> _AIM OF THE TASK_
Among the records that follow, how many lines include the string "Cobham"? Only the number is wanted.

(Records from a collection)

Start of Block

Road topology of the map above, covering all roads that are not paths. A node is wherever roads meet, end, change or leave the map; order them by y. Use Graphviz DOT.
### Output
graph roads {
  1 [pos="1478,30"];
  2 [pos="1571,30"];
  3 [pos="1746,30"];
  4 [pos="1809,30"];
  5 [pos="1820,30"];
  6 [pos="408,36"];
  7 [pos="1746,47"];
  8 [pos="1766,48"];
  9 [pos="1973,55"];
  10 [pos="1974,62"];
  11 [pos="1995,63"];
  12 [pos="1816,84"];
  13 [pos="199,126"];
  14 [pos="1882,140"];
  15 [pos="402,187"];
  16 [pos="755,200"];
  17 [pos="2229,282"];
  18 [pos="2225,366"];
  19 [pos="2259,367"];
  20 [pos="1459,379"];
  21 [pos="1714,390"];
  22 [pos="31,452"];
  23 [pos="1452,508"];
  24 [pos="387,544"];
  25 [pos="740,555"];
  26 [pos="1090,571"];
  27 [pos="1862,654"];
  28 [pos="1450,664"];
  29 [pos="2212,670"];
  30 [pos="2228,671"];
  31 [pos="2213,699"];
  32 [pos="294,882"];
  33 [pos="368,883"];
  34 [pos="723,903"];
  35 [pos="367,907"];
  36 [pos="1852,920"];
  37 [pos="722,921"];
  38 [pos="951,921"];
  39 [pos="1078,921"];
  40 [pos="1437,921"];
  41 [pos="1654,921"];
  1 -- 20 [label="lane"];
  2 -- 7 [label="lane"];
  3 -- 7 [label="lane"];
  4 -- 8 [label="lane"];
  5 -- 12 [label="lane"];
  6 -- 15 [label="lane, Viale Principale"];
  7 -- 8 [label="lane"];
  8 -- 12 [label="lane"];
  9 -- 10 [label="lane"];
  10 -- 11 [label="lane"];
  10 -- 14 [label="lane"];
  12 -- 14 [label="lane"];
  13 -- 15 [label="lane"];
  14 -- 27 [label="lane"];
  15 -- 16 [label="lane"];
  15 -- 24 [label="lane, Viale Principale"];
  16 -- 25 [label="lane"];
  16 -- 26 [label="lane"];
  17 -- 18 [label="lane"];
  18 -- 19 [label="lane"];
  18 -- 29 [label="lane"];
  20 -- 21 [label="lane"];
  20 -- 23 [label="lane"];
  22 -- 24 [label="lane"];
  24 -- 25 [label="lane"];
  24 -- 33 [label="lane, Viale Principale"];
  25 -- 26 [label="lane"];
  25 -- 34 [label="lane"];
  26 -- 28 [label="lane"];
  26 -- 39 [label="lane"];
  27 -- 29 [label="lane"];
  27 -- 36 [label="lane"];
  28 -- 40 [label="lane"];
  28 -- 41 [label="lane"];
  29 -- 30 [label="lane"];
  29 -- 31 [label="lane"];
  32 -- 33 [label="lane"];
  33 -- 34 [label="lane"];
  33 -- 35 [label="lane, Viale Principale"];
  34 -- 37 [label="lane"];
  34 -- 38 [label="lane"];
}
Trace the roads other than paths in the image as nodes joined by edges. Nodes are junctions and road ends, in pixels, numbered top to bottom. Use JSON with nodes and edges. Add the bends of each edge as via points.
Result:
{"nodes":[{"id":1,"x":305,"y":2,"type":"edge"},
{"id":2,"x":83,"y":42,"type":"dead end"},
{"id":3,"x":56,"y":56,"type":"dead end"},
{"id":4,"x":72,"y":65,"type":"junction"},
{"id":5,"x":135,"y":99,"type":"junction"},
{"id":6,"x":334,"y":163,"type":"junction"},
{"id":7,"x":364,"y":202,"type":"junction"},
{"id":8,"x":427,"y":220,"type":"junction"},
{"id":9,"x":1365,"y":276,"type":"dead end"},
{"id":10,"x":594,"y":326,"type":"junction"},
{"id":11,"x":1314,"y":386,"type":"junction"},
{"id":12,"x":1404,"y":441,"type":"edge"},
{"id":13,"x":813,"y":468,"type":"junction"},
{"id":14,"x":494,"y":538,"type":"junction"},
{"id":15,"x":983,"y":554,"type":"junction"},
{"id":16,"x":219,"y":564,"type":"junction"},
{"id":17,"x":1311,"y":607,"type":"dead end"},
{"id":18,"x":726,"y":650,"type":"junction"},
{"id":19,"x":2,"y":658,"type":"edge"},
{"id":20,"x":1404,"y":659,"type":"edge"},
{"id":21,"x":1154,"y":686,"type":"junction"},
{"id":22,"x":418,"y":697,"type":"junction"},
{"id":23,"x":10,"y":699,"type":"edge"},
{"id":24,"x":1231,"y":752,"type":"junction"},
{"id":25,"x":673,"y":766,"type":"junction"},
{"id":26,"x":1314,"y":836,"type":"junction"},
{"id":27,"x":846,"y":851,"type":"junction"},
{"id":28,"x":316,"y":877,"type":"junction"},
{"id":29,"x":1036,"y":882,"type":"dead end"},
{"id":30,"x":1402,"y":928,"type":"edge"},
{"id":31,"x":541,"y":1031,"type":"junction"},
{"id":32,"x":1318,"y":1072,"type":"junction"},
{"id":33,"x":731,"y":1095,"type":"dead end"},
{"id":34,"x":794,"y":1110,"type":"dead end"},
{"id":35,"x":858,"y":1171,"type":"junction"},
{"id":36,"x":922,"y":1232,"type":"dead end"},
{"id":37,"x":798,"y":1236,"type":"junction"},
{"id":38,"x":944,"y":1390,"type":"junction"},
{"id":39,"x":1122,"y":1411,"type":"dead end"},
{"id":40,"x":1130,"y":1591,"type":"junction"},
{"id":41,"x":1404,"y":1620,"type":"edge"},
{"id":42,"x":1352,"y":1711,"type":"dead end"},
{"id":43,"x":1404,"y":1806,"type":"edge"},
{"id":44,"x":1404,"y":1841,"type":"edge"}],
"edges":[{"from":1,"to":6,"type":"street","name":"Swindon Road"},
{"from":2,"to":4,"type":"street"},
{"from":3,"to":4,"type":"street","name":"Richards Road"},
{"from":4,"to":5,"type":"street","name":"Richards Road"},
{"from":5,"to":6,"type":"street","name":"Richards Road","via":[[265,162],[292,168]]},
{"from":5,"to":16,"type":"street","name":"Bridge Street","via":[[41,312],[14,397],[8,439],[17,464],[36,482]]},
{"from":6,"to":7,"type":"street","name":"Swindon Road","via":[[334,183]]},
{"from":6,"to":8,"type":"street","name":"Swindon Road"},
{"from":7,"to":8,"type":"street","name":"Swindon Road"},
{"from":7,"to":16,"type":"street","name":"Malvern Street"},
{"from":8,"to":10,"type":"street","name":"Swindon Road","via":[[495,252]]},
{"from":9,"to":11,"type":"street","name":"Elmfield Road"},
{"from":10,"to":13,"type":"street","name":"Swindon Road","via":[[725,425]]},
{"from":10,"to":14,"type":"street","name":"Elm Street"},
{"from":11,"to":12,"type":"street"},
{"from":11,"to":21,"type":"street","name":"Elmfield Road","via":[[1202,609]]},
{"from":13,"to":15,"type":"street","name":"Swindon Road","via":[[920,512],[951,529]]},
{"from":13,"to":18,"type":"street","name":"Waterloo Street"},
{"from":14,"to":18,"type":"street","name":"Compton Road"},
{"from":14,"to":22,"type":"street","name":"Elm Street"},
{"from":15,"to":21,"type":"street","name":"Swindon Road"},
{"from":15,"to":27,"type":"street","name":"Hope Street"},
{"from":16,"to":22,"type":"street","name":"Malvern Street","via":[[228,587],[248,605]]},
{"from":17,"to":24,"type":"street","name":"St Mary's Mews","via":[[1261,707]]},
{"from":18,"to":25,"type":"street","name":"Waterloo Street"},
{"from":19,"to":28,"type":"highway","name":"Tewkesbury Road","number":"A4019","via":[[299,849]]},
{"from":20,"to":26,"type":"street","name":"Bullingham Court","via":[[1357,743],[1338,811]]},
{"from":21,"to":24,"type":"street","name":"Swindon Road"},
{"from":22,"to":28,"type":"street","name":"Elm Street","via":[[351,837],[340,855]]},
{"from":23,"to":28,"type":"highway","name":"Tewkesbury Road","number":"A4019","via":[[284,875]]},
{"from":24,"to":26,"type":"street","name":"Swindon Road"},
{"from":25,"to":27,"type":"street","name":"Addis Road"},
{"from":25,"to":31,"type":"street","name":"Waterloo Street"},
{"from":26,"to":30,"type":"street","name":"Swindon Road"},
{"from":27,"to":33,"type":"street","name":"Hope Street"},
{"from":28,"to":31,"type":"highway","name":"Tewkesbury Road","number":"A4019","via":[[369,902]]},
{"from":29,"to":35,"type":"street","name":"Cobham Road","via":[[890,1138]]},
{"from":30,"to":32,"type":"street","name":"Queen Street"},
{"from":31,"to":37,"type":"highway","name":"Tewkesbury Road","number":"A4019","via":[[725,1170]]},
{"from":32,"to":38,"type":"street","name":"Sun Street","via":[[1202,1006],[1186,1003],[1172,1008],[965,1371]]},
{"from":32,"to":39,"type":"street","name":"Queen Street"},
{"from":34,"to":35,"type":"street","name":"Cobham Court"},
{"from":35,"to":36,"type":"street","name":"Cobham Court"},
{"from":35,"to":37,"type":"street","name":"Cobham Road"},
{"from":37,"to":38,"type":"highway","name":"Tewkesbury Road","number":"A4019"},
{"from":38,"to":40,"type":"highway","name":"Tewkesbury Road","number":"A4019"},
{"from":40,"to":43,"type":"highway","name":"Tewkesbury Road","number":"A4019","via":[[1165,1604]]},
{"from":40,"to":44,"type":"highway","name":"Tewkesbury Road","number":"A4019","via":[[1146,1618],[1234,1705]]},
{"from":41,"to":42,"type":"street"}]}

End of Block

> _ANSWER TO THE PROBLEM_
4